Select and copy out every line in the records containing "points".

[Saved entries]
# # # #
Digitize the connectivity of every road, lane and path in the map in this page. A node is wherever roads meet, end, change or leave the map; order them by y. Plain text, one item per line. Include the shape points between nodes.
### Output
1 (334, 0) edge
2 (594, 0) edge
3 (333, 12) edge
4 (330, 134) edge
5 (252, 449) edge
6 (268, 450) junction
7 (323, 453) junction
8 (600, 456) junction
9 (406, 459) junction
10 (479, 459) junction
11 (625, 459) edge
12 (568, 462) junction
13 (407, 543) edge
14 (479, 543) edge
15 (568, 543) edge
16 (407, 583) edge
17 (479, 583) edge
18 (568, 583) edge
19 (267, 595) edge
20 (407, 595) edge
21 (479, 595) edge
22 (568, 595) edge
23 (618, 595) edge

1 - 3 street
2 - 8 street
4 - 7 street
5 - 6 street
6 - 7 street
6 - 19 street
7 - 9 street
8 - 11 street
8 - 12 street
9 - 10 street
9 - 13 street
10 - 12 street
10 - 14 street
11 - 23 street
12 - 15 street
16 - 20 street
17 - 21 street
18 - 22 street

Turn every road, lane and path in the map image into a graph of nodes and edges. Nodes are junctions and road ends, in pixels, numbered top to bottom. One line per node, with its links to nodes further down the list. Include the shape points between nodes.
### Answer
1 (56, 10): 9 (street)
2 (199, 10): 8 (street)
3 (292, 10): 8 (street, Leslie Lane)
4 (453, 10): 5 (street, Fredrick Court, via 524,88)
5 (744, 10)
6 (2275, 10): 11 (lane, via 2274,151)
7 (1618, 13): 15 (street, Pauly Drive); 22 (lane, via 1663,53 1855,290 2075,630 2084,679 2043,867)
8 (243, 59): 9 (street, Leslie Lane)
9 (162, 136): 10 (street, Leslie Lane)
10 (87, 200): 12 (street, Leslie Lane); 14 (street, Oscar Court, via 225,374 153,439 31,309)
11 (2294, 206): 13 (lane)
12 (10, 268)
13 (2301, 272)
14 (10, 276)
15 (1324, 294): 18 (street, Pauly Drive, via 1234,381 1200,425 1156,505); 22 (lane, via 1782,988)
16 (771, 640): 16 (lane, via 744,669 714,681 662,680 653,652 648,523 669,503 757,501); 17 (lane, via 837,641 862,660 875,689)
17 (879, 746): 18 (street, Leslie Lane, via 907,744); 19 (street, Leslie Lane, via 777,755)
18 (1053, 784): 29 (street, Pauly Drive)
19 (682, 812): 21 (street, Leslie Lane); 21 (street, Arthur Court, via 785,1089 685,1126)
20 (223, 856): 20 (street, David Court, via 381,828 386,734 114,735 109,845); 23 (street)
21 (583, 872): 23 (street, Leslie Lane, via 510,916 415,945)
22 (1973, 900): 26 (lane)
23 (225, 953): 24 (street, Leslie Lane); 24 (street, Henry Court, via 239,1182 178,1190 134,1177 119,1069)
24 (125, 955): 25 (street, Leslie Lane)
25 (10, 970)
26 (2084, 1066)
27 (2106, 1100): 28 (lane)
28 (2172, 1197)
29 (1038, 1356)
# # # #
◆ **Answer to this problem**
Digitize the connectivity of every road, lane and path in the map in this page. A node is wherever roads meet, end, change or leave the map; order them by y. Plain text, one item per line. Include the shape points between nodes.
Turn every road, lane and path in the map image into a graph of nodes and edges. Nodes are junctions and road ends, in pixels, numbered top to bottom. One line per node, with its links to nodes further down the list. Include the shape points between nodes.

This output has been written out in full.